Spectrum matters: mid-band on the block in the US, auction delay in Europe

via flickr © ccPixs.com (CC BY 2.0)

via flickr © ccPixs.com (CC BY 2.0)

  • The value of mid-band spectrum is now soaring as the US realises it will have to scramble to ‘catch up’
  • The satellite spectrum holders have been asked to hand over their spectrum for the greater good
  • But will Pai’s approach lead to court challenges?

When the share price of US satellite operator Intelsat tanked on the news that Pai’s FCC had decided to publicly auction off the so-called C-band spectrum used by satellites, it should tell you much about the satellite business and quite a bit about the state of 5G in the US. 

US C-band describes 500 MHz of spectrum at 3.7-4.2 GHz which is used by satellites for cable TV programmes. Pai’s plan is to auction 280 MHz to 5G operators while leaving 200 MHz for TV-to-consumer programming. 

As things stood before this plan, the satellite operators stood to gain by essentially flogging off some of their valuable spectrum to spectrum-hungry 5G operators. Intelsat in particular is ‘highly leveraged’ and could see a chance to ‘de-leverage’ while still retaining enough spectrum to carry on with the existing business. 

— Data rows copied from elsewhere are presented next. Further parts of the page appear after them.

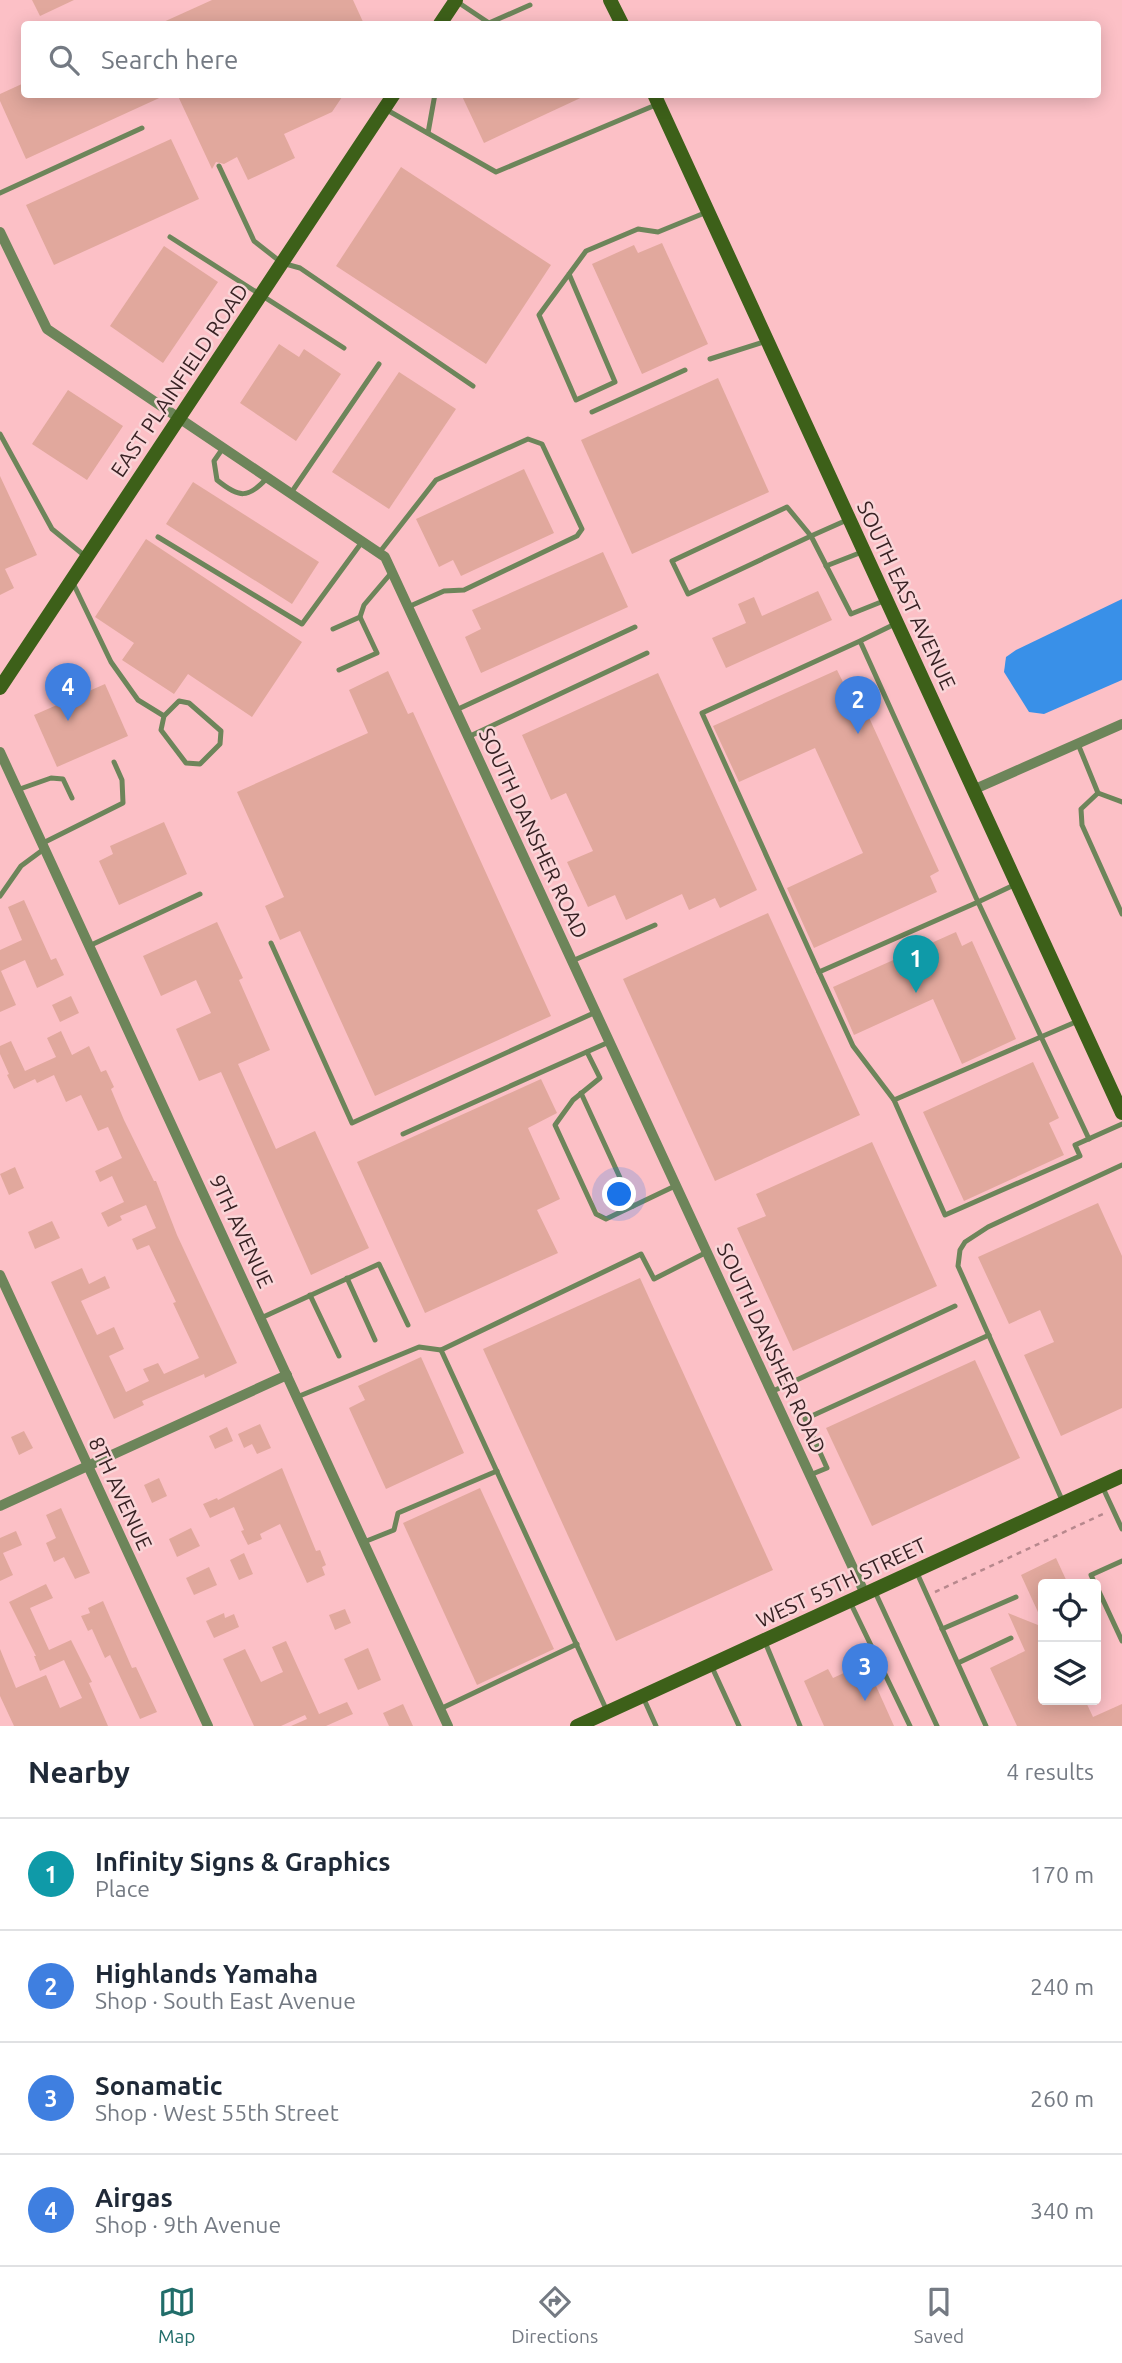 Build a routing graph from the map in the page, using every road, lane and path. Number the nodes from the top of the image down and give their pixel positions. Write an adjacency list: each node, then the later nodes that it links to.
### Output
1 (456, 0): 4 (main road); 5 (lane)
2 (610, 0): 7 (main road)
3 (530, 5): 6 (lane)
4 (442, 21)
5 (481, 21)
6 (494, 21)
7 (620, 21)
8 (391, 98): 11 (main road, EAST PLAINFIELD ROAD)
9 (434, 98): 13 (lane)
10 (656, 99): 13 (lane); 16 (main road, SOUTH EAST AVENUE)
11 (385, 108): 13 (lane); 19 (main road, EAST PLAINFIELD ROAD)
12 (142, 128): 15 (lane)
13 (428, 133)
14 (219, 166): 19 (lane)
15 (0, 193)
16 (708, 212): 20 (lane); 22 (main road, SOUTH EAST AVENUE)
17 (0, 232): 29 (street, SOUTH DANSHER ROAD)
18 (170, 237): 21 (lane)
19 (282, 262): 21 (main road, EAST PLAINFIELD ROAD); 27 (lane)
20 (569, 274): 20 (lane)
21 (261, 295): 23 (lane); 29 (main road, EAST PLAINFIELD ROAD)
22 (767, 341): 24 (lane); 34 (main road, SOUTH EAST AVENUE)
23 (344, 348)
24 (710, 359)
25 (379, 364): 33 (lane)
26 (685, 370): 28 (lane)
27 (473, 386)
28 (592, 412)
29 (179, 418): 31 (street, SOUTH DANSHER ROAD); 40 (main road, EAST PLAINFIELD ROAD)
30 (0, 434): 40 (lane)
31 (223, 448): 32 (street, SOUTH DANSHER ROAD); 32 (lane)
32 (267, 478): 33 (street, SOUTH DANSHER ROAD)
33 (291, 493): 37 (street, SOUTH DANSHER ROAD)
34 (849, 519): 35 (lane); 38 (main road, SOUTH EAST AVENUE)
35 (811, 536): 35 (lane); 41 (lane)
36 (159, 537): 37 (lane)
37 (362, 542): 39 (street, SOUTH DANSHER ROAD)
38 (864, 552): 41 (lane); 44 (main road, SOUTH EAST AVENUE)
39 (379, 553): 42 (street, SOUTH DANSHER ROAD); 45 (lane)
40 (87, 557): 43 (main road, EAST PLAINFIELD ROAD)
41 (826, 566): 44 (lane)
42 (392, 572): 45 (street, SOUTH DANSHER ROAD); 46 (lane)
43 (71, 580): 53 (main road, EAST PLAINFIELD ROAD); 55 (lane)
44 (886, 600): 47 (main road, SOUTH EAST AVENUE)
45 (408, 607): 54 (street, SOUTH DANSHER ROAD)
46 (360, 617): 49 (lane); 52 (lane)
47 (897, 623): 50 (lane); 61 (main road, SOUTH EAST AVENUE)
48 (635, 627): 54 (lane)
49 (333, 629)
50 (860, 641): 70 (lane); 76 (lane)
51 (647, 653): 57 (lane)
52 (339, 670)
53 (0, 688)
54 (456, 710): 57 (street, SOUTH DANSHER ROAD)
55 (164, 716): 55 (lane)
56 (1122, 723): 58 (street)
57 (468, 737): 75 (street, SOUTH DANSHER ROAD)
58 (1078, 744): 61 (street); 63 (lane)
59 (0, 752): 62 (street, 9TH AVENUE)
60 (114, 762): 66 (lane)
61 (975, 789): 67 (main road, SOUTH EAST AVENUE)
62 (17, 790): 64 (lane); 66 (street, 9TH AVENUE)
63 (1098, 793): 65 (lane); 71 (lane)
64 (72, 797)
65 (1122, 802)
66 (42, 846): 69 (lane); 74 (street, 9TH AVENUE)
67 (1017, 884): 70 (lane); 78 (main road, SOUTH EAST AVENUE)
68 (200, 894): 74 (lane)
69 (0, 896)
70 (978, 902): 76 (lane); 79 (lane)
71 (1122, 914)
72 (654, 925): 75 (lane)
73 (271, 943): 77 (lane)
74 (89, 947): 96 (street, 9TH AVENUE)
75 (572, 961): 77 (street, SOUTH DANSHER ROAD)
76 (819, 972): 83 (lane)
77 (596, 1012): 80 (street, SOUTH DANSHER ROAD)
78 (1079, 1020): 79 (lane); 84 (main road, SOUTH EAST AVENUE)
79 (1042, 1036): 83 (lane); 87 (lane)
80 (609, 1042): 81 (lane); 89 (street, SOUTH DANSHER ROAD)
81 (587, 1052): 82 (lane); 86 (lane)
82 (581, 1093): 90 (lane); 90 (lane)
83 (894, 1100): 87 (lane)
84 (1122, 1113)
85 (1122, 1124): 87 (lane)
86 (402, 1134)
87 (1089, 1139)
88 (1122, 1165): 98 (lane)
89 (676, 1186): 90 (lane); 91 (street, SOUTH DANSHER ROAD)
90 (633, 1206)
91 (706, 1252): 100 (lane); 103 (street, SOUTH DANSHER ROAD)
92 (0, 1275): 105 (street, 8TH AVENUE)
93 (347, 1278): 94 (lane); 97 (lane); 99 (lane)
94 (310, 1295): 96 (lane); 101 (lane)
95 (955, 1306): 103 (lane)
96 (261, 1318): 102 (street, 9TH AVENUE)
97 (408, 1325)
98 (989, 1335): 107 (lane); 110 (lane)
99 (375, 1340)
100 (441, 1350): 104 (lane); 106 (lane)
101 (339, 1356)
102 (287, 1375): 104 (street, 9TH AVENUE); 105 (street)
103 (771, 1392): 107 (street, SOUTH DANSHER ROAD)
104 (297, 1397): 114 (street, 9TH AVENUE)
105 (88, 1466): 111 (street); 133 (street, 8TH AVENUE)
106 (497, 1471): 114 (lane); 127 (lane)
107 (810, 1475): 118 (street, SOUTH DANSHER ROAD)
108 (1122, 1476): 109 (main road, WEST 55TH STREET)
109 (1101, 1485): 110 (main road, WEST 55TH STREET); 112 (lane)
110 (1063, 1502): 116 (main road, WEST 55TH STREET)
111 (0, 1506)
112 (1113, 1509): 113 (lane); 119 (path)
113 (1122, 1529)
114 (364, 1542): 131 (street, 9TH AVENUE)
115 (1122, 1561): 117 (lane)
116 (916, 1570): 118 (main road, WEST 55TH STREET); 119 (lane)
117 (1093, 1579)
118 (869, 1592): 122 (main road, WEST 55TH STREET); 140 (lane)
119 (927, 1595): 123 (lane)
120 (1101, 1596): 126 (lane)
121 (1016, 1597): 123 (lane)
122 (849, 1601): 125 (main road, WEST 55TH STREET); 139 (lane)
123 (942, 1629): 128 (lane)
124 (1011, 1638): 128 (lane)
125 (764, 1640): 129 (main road, WEST 55TH STREET); 138 (lane)
126 (1122, 1641)
127 (577, 1644): 131 (lane); 132 (lane)
128 (958, 1663): 141 (lane)
129 (711, 1664): 130 (main road, WEST 55TH STREET); 137 (lane)
130 (642, 1696): 132 (main road, WEST 55TH STREET); 136 (lane)
131 (440, 1709): 134 (street, 9TH AVENUE)
132 (608, 1712): 135 (main road, WEST 55TH STREET)
133 (208, 1726)
134 (448, 1726)
135 (577, 1726)
136 (656, 1726)
137 (739, 1726)
138 (800, 1726)
139 (910, 1726)
140 (937, 1726)
141 (986, 1726)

After careful consideration Pai claims he has decided to go with a public auction rather than have the existing satellite holders of the spectrum sell it off to 5G operators for maximum gain. Here he explains his move by ‘official tweet’. 

The way forward with C-band spectrum, he tweets, is to:

  1. Free up significant spectrum for 5G

  2. Do it quickly (thus responding to the perennial ‘race-to-5G clamour’)

  3. Generate revenue for the federal government

  4. Ensure continued delivery of services currently using the C-band

“After much deliberation and a thorough review of the extensive record, I've concluded that the best way to advance these principles is through a public auction of 280 megahertz of the C-band conducted by the @FCC's excellent staff.” Pai chirped. 

The auction is expected to happen next year.

Making available some extra ‘mid-band’ spectrum is now seen as a critical course correction for US 5G policy, since the so-called ‘3.x GHz’ spectrum sits just above the ‘2.x’ spectrum currently used for 4G. Therefore it’s a good next step for cellular service, granting extra speed and capacity without completely poleaxing the signal’s ability to travel a reasonable distance and then penetrate buildings when it gets there. 

The high frequency spectrum used in the US - especially by Verizon- is unable to do this. The other three have some mid-range spectrum now (including their 4G holdings of course) but not enough. The low frequency spectrum - also released for 5G there - can go the distance (and is therefore useful in rural settings) but isn’t as speedy. 

And 3.x GHz, as heavily deployed in much of the rest of the world, has the advantage of being able to be deployed on the 4G mast grid (no need to build out thousands of extra short range, high speed base stations) and in many cases (depending on the vendor) can come as a reasonably easy upgrade to 4G, using the same antennas and anchored by the existing 4G network. 

Speedy build-outs

As such it has enabled countries - most notably Switzerland - to speedily build out non-standalone 5G and substantially up the average speed of their 4G/5G networks.

So the cry went up for some mid-band or else the ‘race’ to 5G would be comprehensively lost. C-band was identified, but how to get rid of the satellite companies squatting on it? 

The satellite companies thought the best way was for them to sell their spectrum off to the 5G operators for the best price they could get. This, they claimed, might be expensive but it would get the spectrum changing hands faster and meet the US race to 5G objectives. 

But sensing that someone was getting a free lunch with this approach the US government wanted to get its customary cut of cellular spectrum revenue and made its thoughts known.

So Pai’s solution, as tweeted above, is an attempt to find a middle way to keep at least the government (which gets a slice) and the operators (who will be able to buy up spectrum in the normal way) on board, leaving the satellite operators potentially out of pocket, hence the slide in share value for Intelsat.

But there’s still a small problem. It’s at least possible that the satellite operators will dig in with a court challenge if they judge their compensation won’t be enough and, judging by Intelsat’s share drop, it may not be. 

C-band spectrum for 5G isn’t on the auction block just yet. 

French mid-band delayed

Meanwhile in France, Reuters reports that there will likely be a delay to its upcoming 5G spectrum auction until at least March 2020, instead of the end of this year. 

In fact France appears to have been relatively unmoved by the 5G race. It’s last spectrum auction was way back in 2015. Under its current schedule the next auction will involve spectrum in the 3.4-3.8 GHz range. 

Reuters reports that the delay to March is the result of disagreement between the French finance ministry and the telecoms authority, Arcep, over the reserve price for the spectrum blocks. Once that’s out of the way the auction will go ahead. No problem.